TASK ITEM: The material below is to be copied exactly from the line with "Trace the roads" up to and including the line with "Digitize the connectivity", with nothing else kept and no pictures.
### RECORDS FOR THE TASK
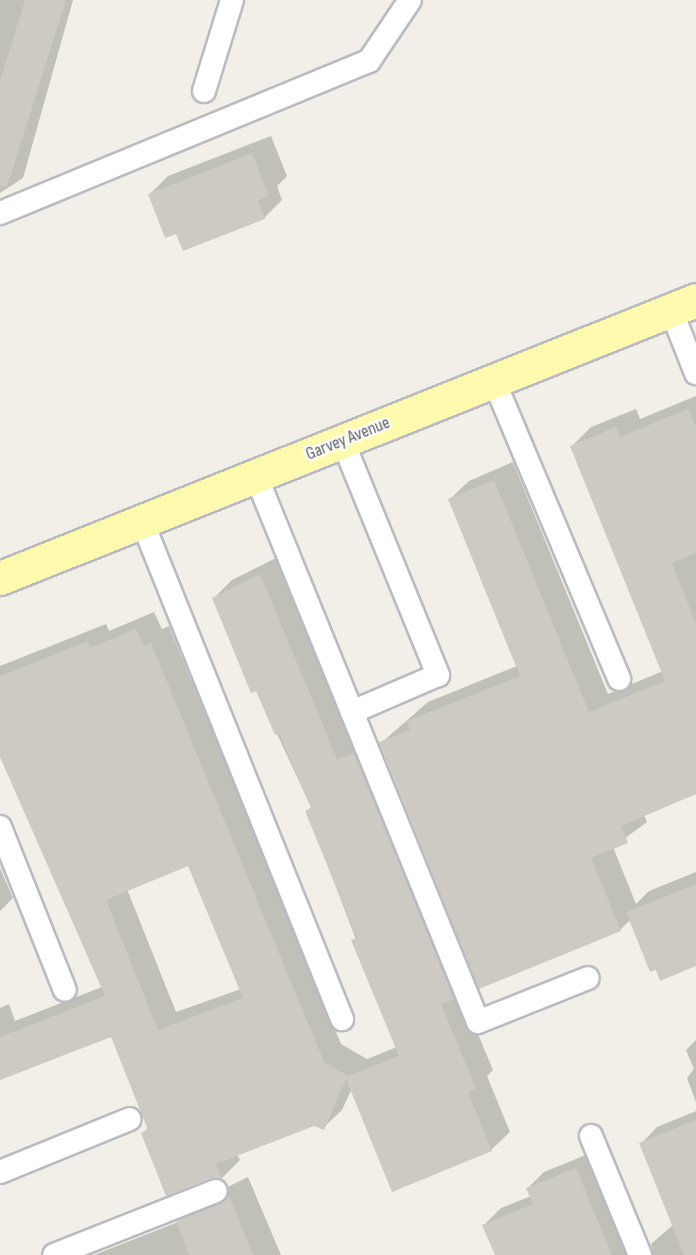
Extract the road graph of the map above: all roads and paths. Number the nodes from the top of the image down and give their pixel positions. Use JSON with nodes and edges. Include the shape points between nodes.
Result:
{"nodes":[{"id":1,"x":232,"y":0,"type":"edge"},
{"id":2,"x":410,"y":0,"type":"edge"},
{"id":3,"x":204,"y":91,"type":"dead end"},
{"id":4,"x":0,"y":213,"type":"edge"},
{"id":5,"x":683,"y":305,"type":"edge"},
{"id":6,"x":696,"y":373,"type":"edge"},
{"id":7,"x":494,"y":381,"type":"junction"},
{"id":8,"x":343,"y":442,"type":"junction"},
{"id":9,"x":256,"y":476,"type":"junction"},
{"id":10,"x":142,"y":521,"type":"junction"},
{"id":11,"x":0,"y":578,"type":"edge"},
{"id":12,"x":619,"y":680,"type":"dead end"},
{"id":13,"x":352,"y":712,"type":"junction"},
{"id":14,"x":0,"y":827,"type":"edge"},
{"id":15,"x":588,"y":978,"type":"dead end"},
{"id":16,"x":65,"y":990,"type":"dead end"},
{"id":17,"x":342,"y":1019,"type":"dead end"},
{"id":18,"x":130,"y":1119,"type":"dead end"},
{"id":19,"x":591,"y":1136,"type":"dead end"},
{"id":20,"x":0,"y":1172,"type":"edge"},
{"id":21,"x":216,"y":1191,"type":"dead end"},
{"id":22,"x":54,"y":1255,"type":"edge"},
{"id":23,"x":640,"y":1255,"type":"edge"}],
"edges":[{"from":1,"to":3,"type":"lane"},
{"from":2,"to":4,"type":"lane","via":[[369,61]]},
{"from":5,"to":6,"type":"lane"},
{"from":5,"to":7,"type":"main road","name":"Garvey Avenue"},
{"from":7,"to":8,"type":"main road","name":"Garvey Avenue"},
{"from":7,"to":12,"type":"lane"},
{"from":8,"to":9,"type":"main road","name":"Garvey Avenue"},
{"from":8,"to":13,"type":"lane","via":[[438,675]]},
{"from":9,"to":10,"type":"main road","name":"Garvey Avenue"},
{"from":9,"to":13,"type":"lane"},
{"from":10,"to":11,"type":"main road","name":"Garvey Avenue"},
{"from":10,"to":17,"type":"lane"},
{"from":13,"to":15,"type":"lane","via":[[478,1022]]},
{"from":14,"to":16,"type":"lane"},
{"from":18,"to":20,"type":"lane"},
{"from":19,"to":23,"type":"lane"},
{"from":21,"to":22,"type":"lane"}]}
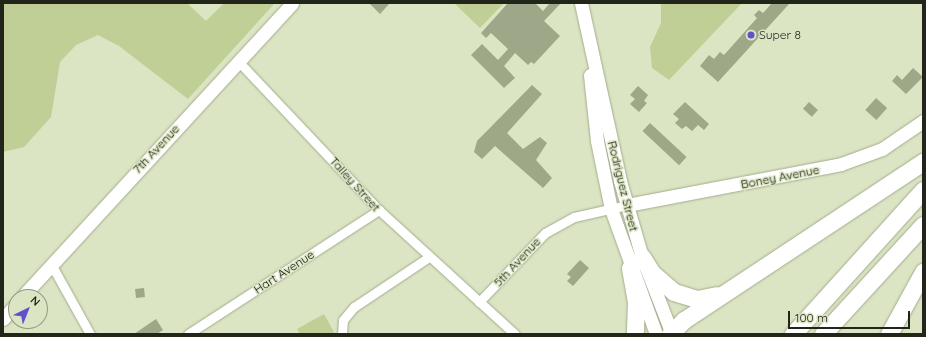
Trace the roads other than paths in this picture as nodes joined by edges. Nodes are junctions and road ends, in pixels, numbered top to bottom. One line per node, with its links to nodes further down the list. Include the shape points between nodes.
1 (292, 3): 4 (street, 7th Avenue)
2 (581, 3): 3 (street, Rodriguez Street)
3 (587, 33): 8 (street, Rodriguez Street); 9 (street, Rodriguez Street, via 597,141)
4 (238, 61): 10 (street, Talley Street); 14 (street, 7th Avenue)
5 (923, 121): 8 (street, Boney Avenue, via 882,149 841,164)
6 (923, 162): 17 (highway)
7 (923, 190): 25 (highway)
8 (627, 206): 9 (street, 5th Avenue); 13 (street, Rodriguez Street)
9 (611, 209): 13 (street, Rodriguez Street); 18 (street, 5th Avenue, via 574,217 545,233)
10 (379, 210): 12 (street, Talley Street); 20 (street, Hart Avenue)
11 (923, 225): 26 (highway)
12 (429, 257): 18 (street, Talley Street); 21 (street, via 354,307 343,320)
13 (636, 262): 17 (highway, via 663,286 680,295 701,299); 23 (highway); 24 (street, Rodriguez Street)
14 (51, 264): 16 (street, 7th Avenue); 19 (street)
15 (923, 272): 27 (highway)
16 (29, 289)
17 (728, 292): 24 (highway)
18 (479, 302): 22 (street)
19 (90, 334)
20 (188, 334)
21 (342, 334)
22 (515, 334)
23 (635, 334)
24 (667, 334)
25 (793, 334)
26 (823, 334)
27 (889, 334)

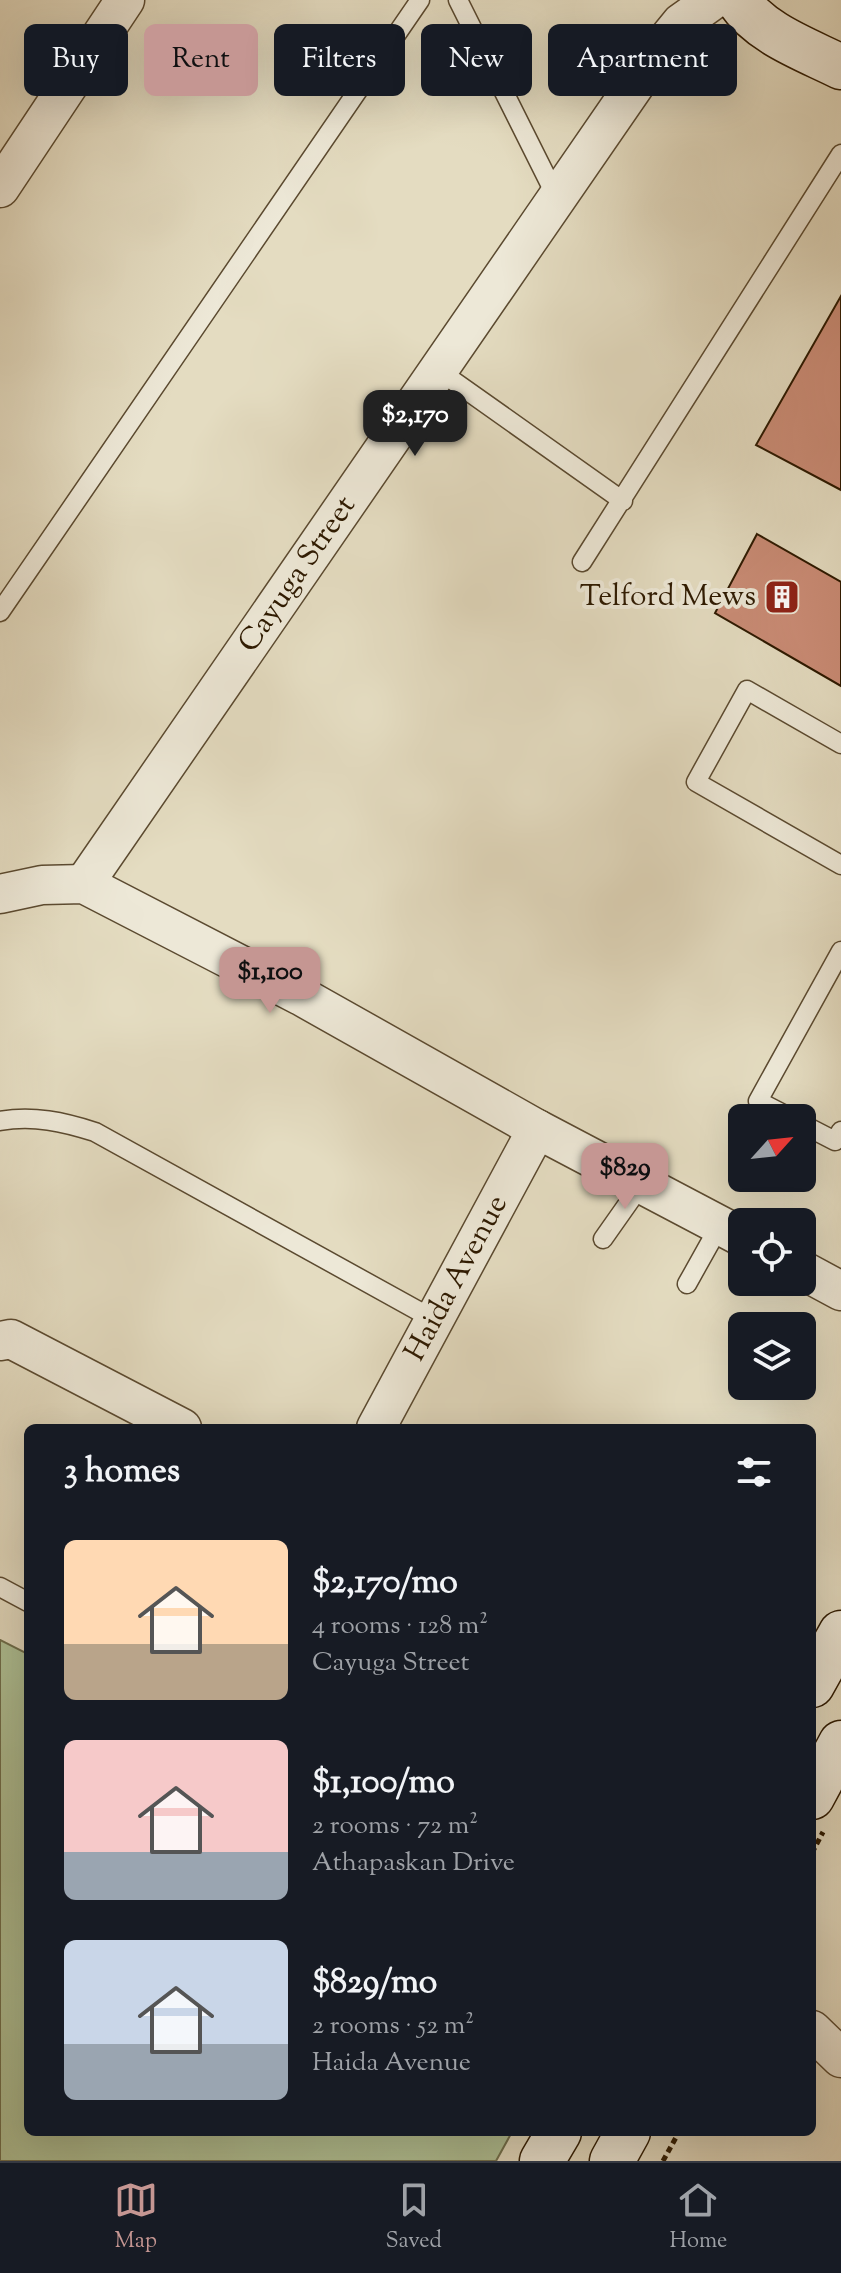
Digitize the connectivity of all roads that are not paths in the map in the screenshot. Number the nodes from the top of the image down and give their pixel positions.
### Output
1 (125, 0) edge
2 (420, 0) edge
3 (458, 0) edge
4 (713, 0) edge
5 (738, 0) edge
6 (841, 67) edge
7 (841, 154) edge
8 (0, 188) edge
9 (557, 198) junction
10 (438, 370) junction
11 (623, 501) junction
12 (582, 562) dead end
13 (0, 612) edge
14 (841, 744) edge
15 (841, 865) edge
16 (84, 884) junction
17 (0, 894) edge
18 (841, 951) edge
19 (764, 1104) edge
20 (0, 1121) edge
21 (537, 1129) junction
22 (816, 1131) edge
23 (841, 1131) edge
24 (641, 1185) junction
25 (728, 1229) edge
26 (728, 1235) edge
27 (603, 1239) dead end
28 (816, 1278) edge
29 (687, 1284) dead end
30 (841, 1291) edge
31 (433, 1319) junction
32 (0, 1341) edge
33 (174, 1424) edge
34 (378, 1424) edge
35 (0, 1587) edge
36 (24, 1600) edge
37 (841, 1633) edge
38 (816, 1678) edge
39 (841, 1743) edge
40 (816, 1790) edge
41 (816, 2034) edge
42 (841, 2058) edge
43 (557, 2136) edge
44 (626, 2136) edge
45 (542, 2161) edge
46 (612, 2161) edge

1 - 8 street
2 - 13 lane
3 - 9 lane
4 - 9 street, Cayuga Street
5 - 6 main road
7 - 11 lane
9 - 10 street, Cayuga Street
10 - 11 lane
10 - 16 street, Cayuga Street
11 - 12 lane
14 - 15 lane
16 - 17 street
16 - 21 street
18 - 19 lane
20 - 31 lane
21 - 24 street
21 - 31 street, Haida Avenue
22 - 23 lane
24 - 25 street
24 - 27 lane
26 - 29 lane
28 - 30 street
31 - 34 street, Haida Avenue
32 - 33 street
35 - 36 lane
37 - 38 main road
39 - 40 main road
41 - 42 street
43 - 45 main road
44 - 46 main road

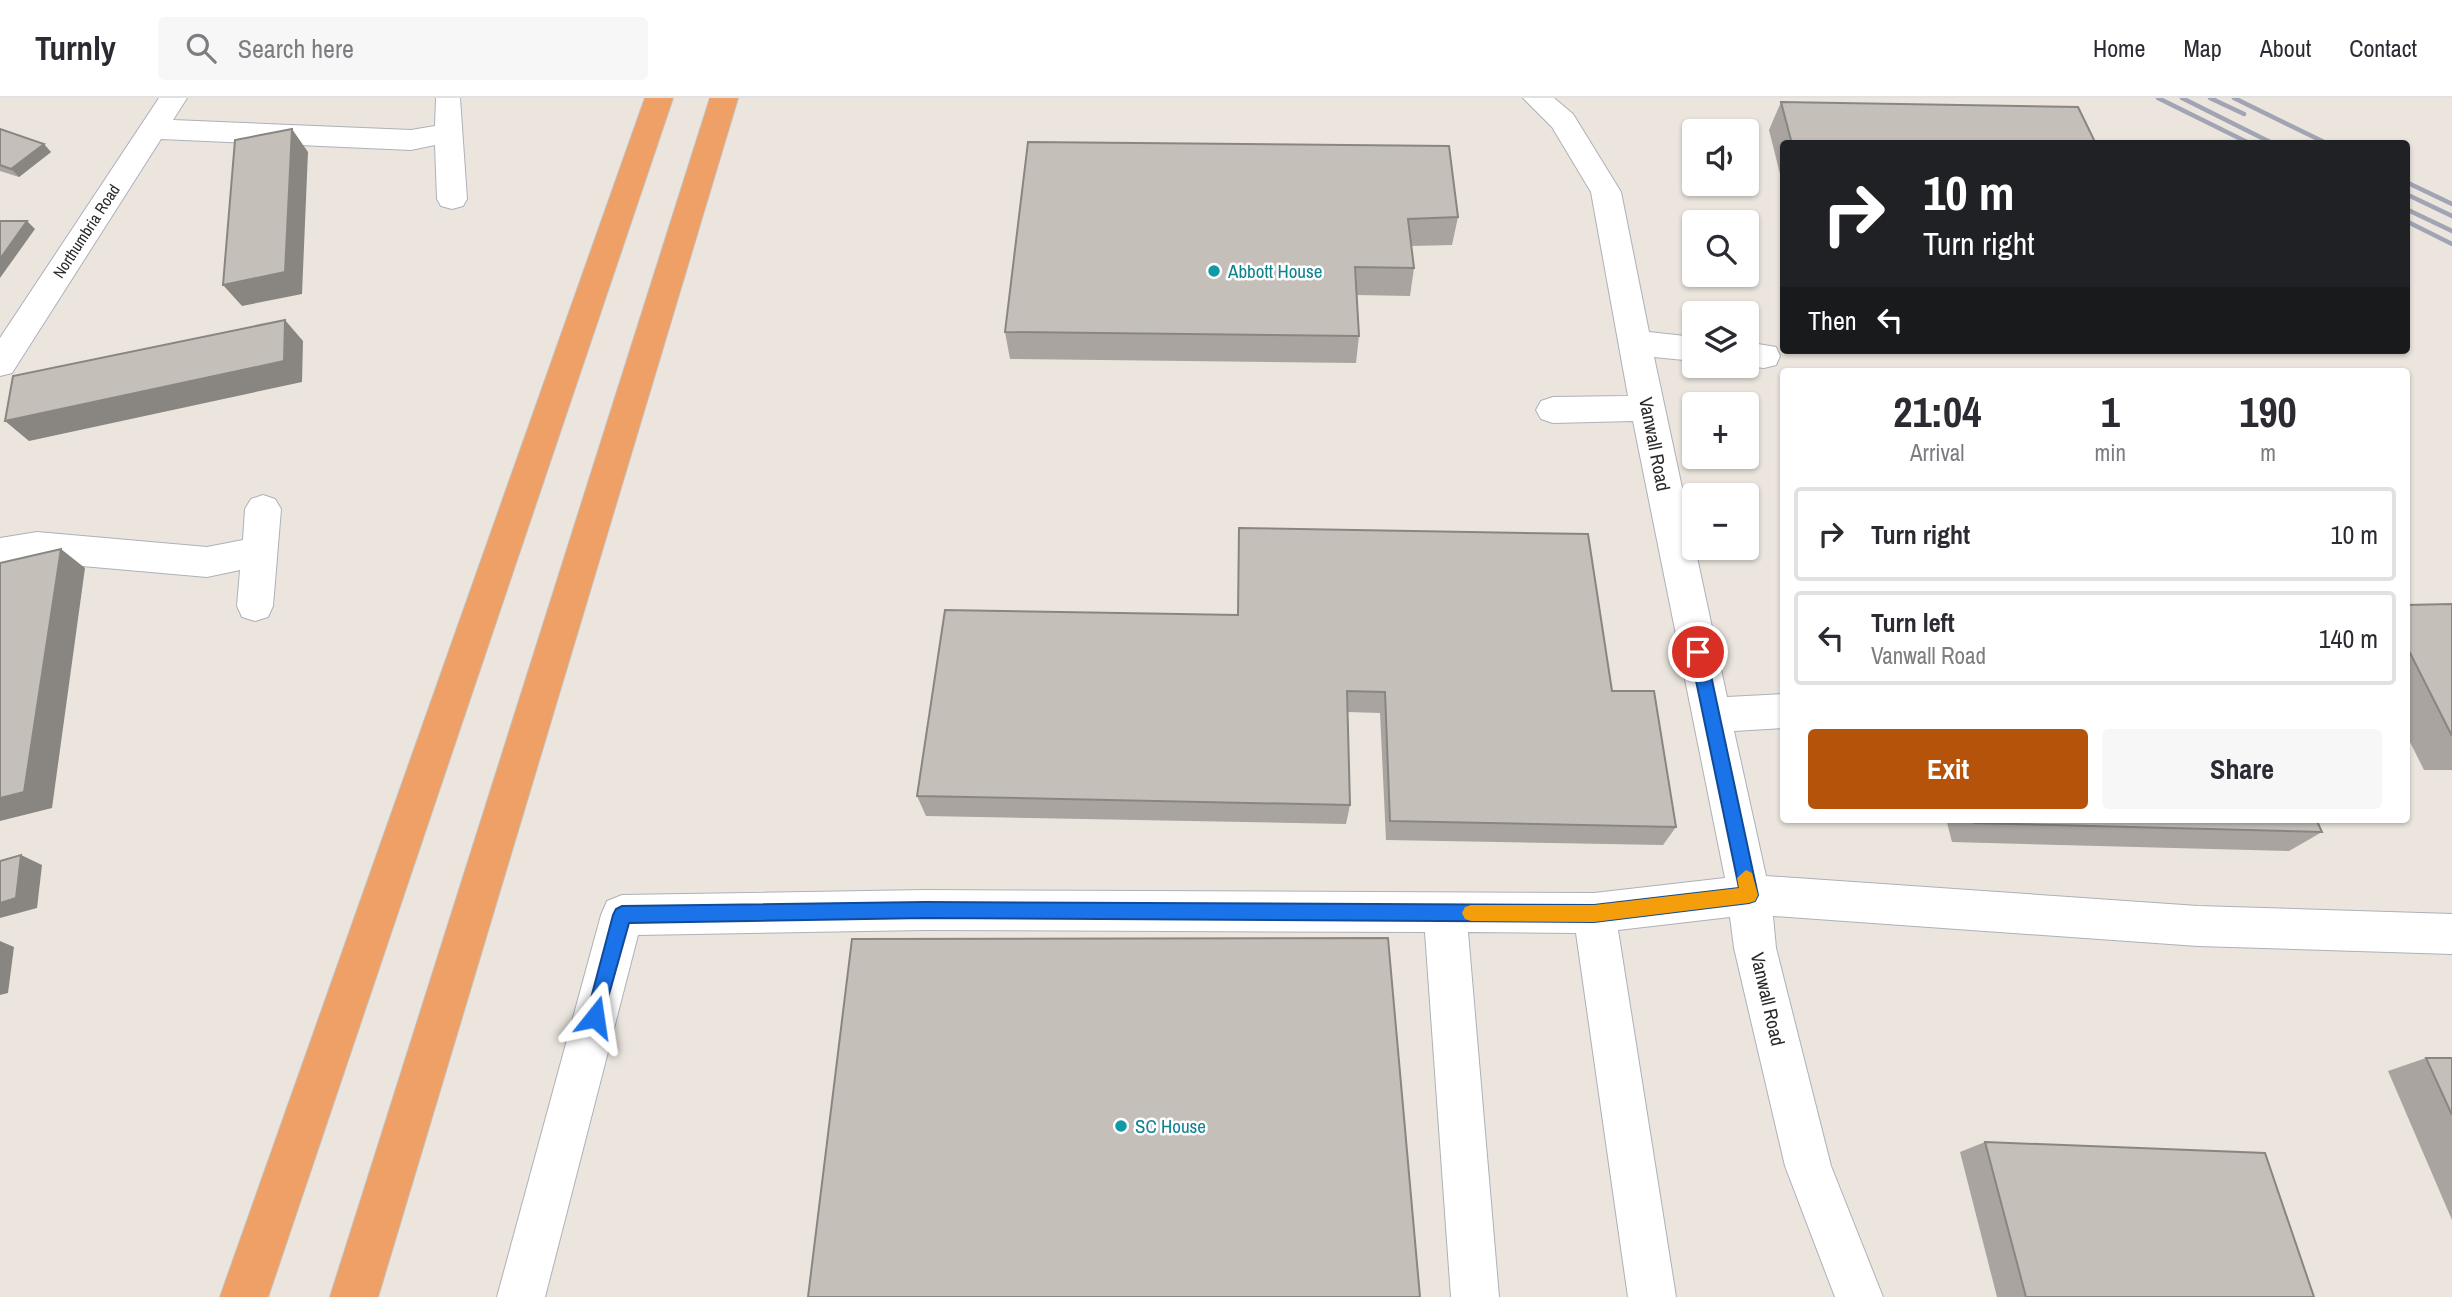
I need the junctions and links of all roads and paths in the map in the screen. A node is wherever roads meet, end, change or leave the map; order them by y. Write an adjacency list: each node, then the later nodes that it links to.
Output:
1 (173, 98): 6 (street, Northumbria Road)
2 (660, 98): 24 (highway)
3 (724, 98): 25 (highway)
4 (1537, 98): 9 (street, Vanwall Road)
5 (448, 103): 7 (street)
6 (152, 129): 7 (street); 11 (street, Northumbria Road)
7 (448, 133): 8 (street)
8 (452, 199)
9 (1636, 343): 10 (street); 12 (street, Vanwall Road)
10 (1682, 348)
11 (0, 364)
12 (1647, 408): 13 (street); 19 (street, Vanwall Road)
13 (1553, 410)
14 (263, 509): 15 (street)
15 (258, 551): 16 (street); 17 (street)
16 (0, 553)
17 (255, 606)
18 (1780, 711): 19 (street)
19 (1711, 715): 20 (street, Vanwall Road)
20 (1749, 895): 22 (street); 23 (street); 29 (street, Vanwall Road)
21 (1445, 913): 22 (street); 26 (street); 27 (street)
22 (1594, 914): 28 (street)
23 (2452, 934)
24 (244, 1297)
25 (354, 1297)
26 (521, 1297)
27 (1475, 1297)
28 (1651, 1297)
29 (1859, 1297)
######
EXERCISE SOLUTION:
Trace the roads other than paths in this picture as nodes joined by edges. Nodes are junctions and road ends, in pixels, numbered top to bottom. One line per node, with its links to nodes further down the list. Include the shape points between nodes.
1 (292, 3): 4 (street, 7th Avenue)
2 (581, 3): 3 (street, Rodriguez Street)
3 (587, 33): 8 (street, Rodriguez Street); 9 (street, Rodriguez Street, via 597,141)
4 (238, 61): 10 (street, Talley Street); 14 (street, 7th Avenue)
5 (923, 121): 8 (street, Boney Avenue, via 882,149 841,164)
6 (923, 162): 17 (highway)
7 (923, 190): 25 (highway)
8 (627, 206): 9 (street, 5th Avenue); 13 (street, Rodriguez Street)
9 (611, 209): 13 (street, Rodriguez Street); 18 (street, 5th Avenue, via 574,217 545,233)
10 (379, 210): 12 (street, Talley Street); 20 (street, Hart Avenue)
11 (923, 225): 26 (highway)
12 (429, 257): 18 (street, Talley Street); 21 (street, via 354,307 343,320)
13 (636, 262): 17 (highway, via 663,286 680,295 701,299); 23 (highway); 24 (street, Rodriguez Street)
14 (51, 264): 16 (street, 7th Avenue); 19 (street)
15 (923, 272): 27 (highway)
16 (29, 289)
17 (728, 292): 24 (highway)
18 (479, 302): 22 (street)
19 (90, 334)
20 (188, 334)
21 (342, 334)
22 (515, 334)
23 (635, 334)
24 (667, 334)
25 (793, 334)
26 (823, 334)
27 (889, 334)

Digitize the connectivity of all roads that are not paths in the map in the screenshot. Number the nodes from the top of the image down and give their pixel positions.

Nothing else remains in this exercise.